Bruce held out his other hand.
Jason groaned and handed over three more.
Damian scoffed.
Bruce looked at him.
Damian reluctantly removed one from his sleeve.
Dick smiled innocently.
Bruce turned to him.
Dick’s smile faltered.
From inside his escrima stick, he produced another card.
Hal threw his hands up. “How many access cards did you steal?”
Tim glanced at Jason.
Jason glanced at Dick.
Damian looked at Bruce.
Bruce closed his eyes.
“All of them,” Clark guessed.
J’onn looked down at the table. “Not all.”
Everyone looked at him.
J’onn held up his own access card.
A small black bat sticker had been placed over the corner.
Diana checked hers.
So did Arthur.
So did Barry.
So did Hal.
Every single card had a bat sticker.
Hal stared at his. “When did you even—”
The lights flickered once.
The boys were gone again.
Their laughter echoed faintly from somewhere in the walls.
The League sat in silence.
Then Clark looked at Bruce.
Bruce was gathering the stolen access cards with the resigned air of a father who had lost this battle before it began.
Clark smiled. “You couldn’t stop them even if you wanted to.”
Bruce looked toward the shadows where his children had disappeared.
For a moment, his face was not Batman’s at all.
It was Bruce Wayne’s.
Tired. Proud. Worried. Fond.
“No,” he said quietly.
From the vents, Damian’s voice called, “We heard that.”
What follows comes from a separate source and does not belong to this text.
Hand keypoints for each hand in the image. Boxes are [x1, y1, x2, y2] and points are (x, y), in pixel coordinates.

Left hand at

Jason added, “Sentimental.”
Tim said, “Recording saved.”
Dick said, “Love you too, B.”
Bruce pinched the bridge of his nose.
The League watched him, watched the shadows, watched the places where Batman’s children had vanished like they had been born from the dark itself.
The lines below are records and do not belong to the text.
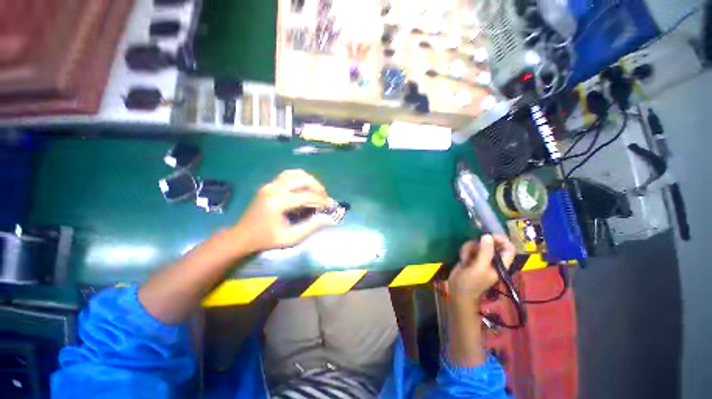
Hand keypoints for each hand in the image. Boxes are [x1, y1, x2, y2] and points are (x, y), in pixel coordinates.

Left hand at [233, 170, 332, 250]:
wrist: (242, 236)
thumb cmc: (266, 239)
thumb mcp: (290, 238)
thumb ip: (310, 227)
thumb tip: (326, 218)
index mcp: (278, 202)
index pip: (307, 195)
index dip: (321, 200)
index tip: (329, 206)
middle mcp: (274, 189)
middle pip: (302, 179)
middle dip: (317, 187)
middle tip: (324, 197)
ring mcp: (270, 185)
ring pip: (295, 174)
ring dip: (309, 180)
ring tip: (316, 190)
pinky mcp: (269, 185)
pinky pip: (287, 175)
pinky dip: (299, 177)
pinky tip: (304, 186)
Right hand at [446, 234, 514, 303]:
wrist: (458, 291)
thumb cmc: (471, 283)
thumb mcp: (479, 268)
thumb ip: (485, 252)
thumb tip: (488, 235)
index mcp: (500, 264)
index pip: (509, 248)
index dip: (502, 240)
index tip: (489, 235)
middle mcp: (492, 259)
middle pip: (490, 243)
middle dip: (479, 244)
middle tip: (473, 249)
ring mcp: (480, 258)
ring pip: (477, 244)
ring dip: (469, 248)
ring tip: (465, 259)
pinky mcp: (471, 257)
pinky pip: (469, 247)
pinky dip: (465, 251)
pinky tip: (462, 259)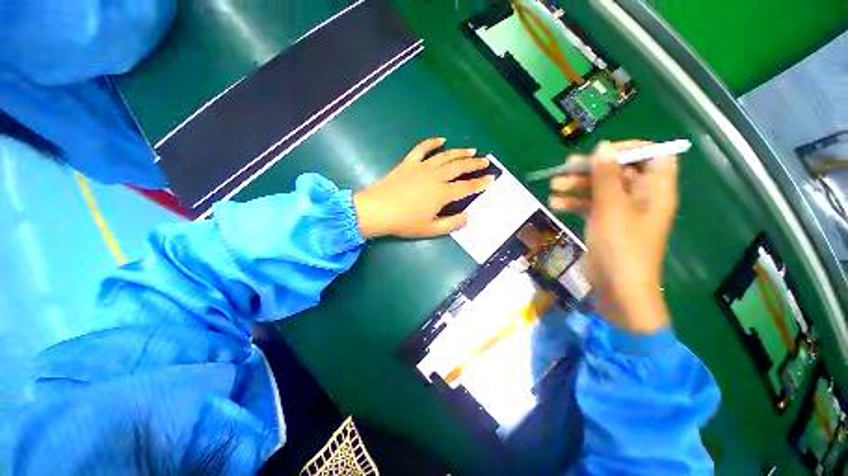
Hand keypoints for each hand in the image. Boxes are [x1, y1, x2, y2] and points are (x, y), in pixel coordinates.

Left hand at [354, 138, 494, 238]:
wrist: (378, 210)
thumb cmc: (404, 222)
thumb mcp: (431, 229)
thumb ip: (452, 223)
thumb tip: (468, 217)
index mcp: (442, 193)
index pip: (467, 187)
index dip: (481, 183)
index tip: (492, 179)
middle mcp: (436, 176)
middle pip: (460, 167)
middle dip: (475, 164)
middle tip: (486, 161)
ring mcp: (422, 167)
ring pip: (445, 156)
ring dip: (460, 152)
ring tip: (472, 150)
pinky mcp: (409, 162)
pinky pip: (422, 148)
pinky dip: (432, 142)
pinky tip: (441, 140)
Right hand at [549, 141, 678, 333]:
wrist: (616, 287)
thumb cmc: (621, 247)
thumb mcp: (612, 209)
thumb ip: (607, 177)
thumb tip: (603, 146)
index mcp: (655, 190)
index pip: (654, 156)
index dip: (631, 149)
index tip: (602, 152)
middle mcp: (641, 197)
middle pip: (619, 172)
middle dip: (592, 169)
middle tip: (565, 169)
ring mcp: (621, 211)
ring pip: (600, 189)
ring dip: (577, 186)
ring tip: (554, 187)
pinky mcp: (605, 223)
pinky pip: (590, 205)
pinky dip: (574, 203)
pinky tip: (555, 204)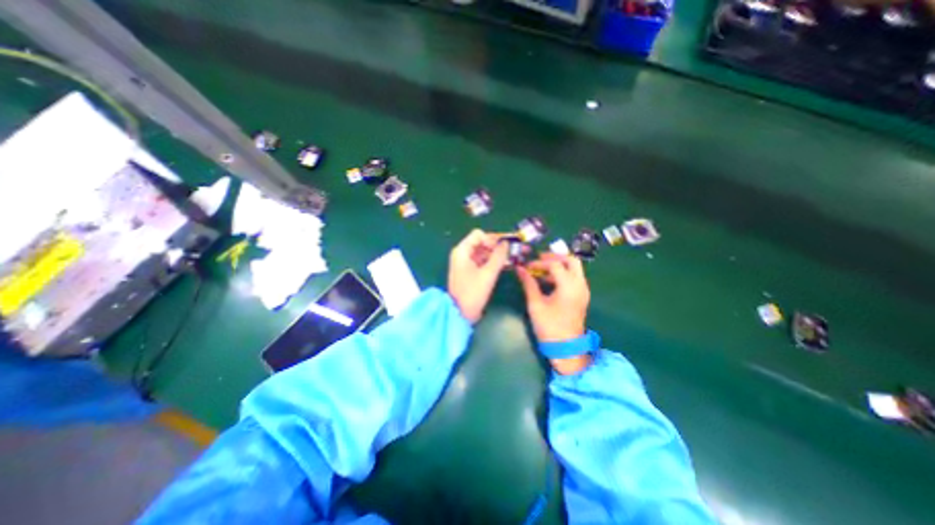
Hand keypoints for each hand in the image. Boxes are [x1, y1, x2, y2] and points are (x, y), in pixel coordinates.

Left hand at [446, 230, 507, 324]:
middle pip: (482, 242)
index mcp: (462, 251)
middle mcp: (463, 254)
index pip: (478, 235)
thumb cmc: (472, 293)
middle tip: (515, 250)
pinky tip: (506, 264)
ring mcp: (466, 263)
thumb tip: (506, 243)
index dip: (492, 239)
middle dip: (498, 245)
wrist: (460, 313)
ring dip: (498, 254)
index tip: (503, 249)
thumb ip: (498, 256)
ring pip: (484, 252)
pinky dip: (493, 262)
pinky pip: (483, 261)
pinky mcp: (470, 271)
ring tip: (514, 257)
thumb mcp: (487, 274)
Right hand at [514, 254, 586, 344]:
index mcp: (569, 286)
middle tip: (539, 259)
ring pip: (575, 268)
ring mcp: (583, 290)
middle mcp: (580, 284)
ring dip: (559, 264)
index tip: (527, 266)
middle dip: (555, 257)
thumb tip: (519, 269)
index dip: (539, 262)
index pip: (555, 264)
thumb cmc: (549, 327)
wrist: (566, 348)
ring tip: (542, 269)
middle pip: (571, 260)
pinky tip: (549, 280)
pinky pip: (575, 277)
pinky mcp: (582, 296)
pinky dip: (563, 273)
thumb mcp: (535, 304)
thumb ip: (528, 284)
And finally, fully, they understood.
Batman had not brought children into his war.
He had found children already fighting their own.
And somehow, impossibly, he had given them shadows to hide in, skills to survive with, rules to hold onto, and a family to come home to.
Hal slipped his ring back on and muttered, “Still tiny lunatics.”
A small rubber duck wearing a domino mask dropped from the ceiling into his lap.
No one saw who threw it.
But Batman looked up.
And this time, he was definitely smiling.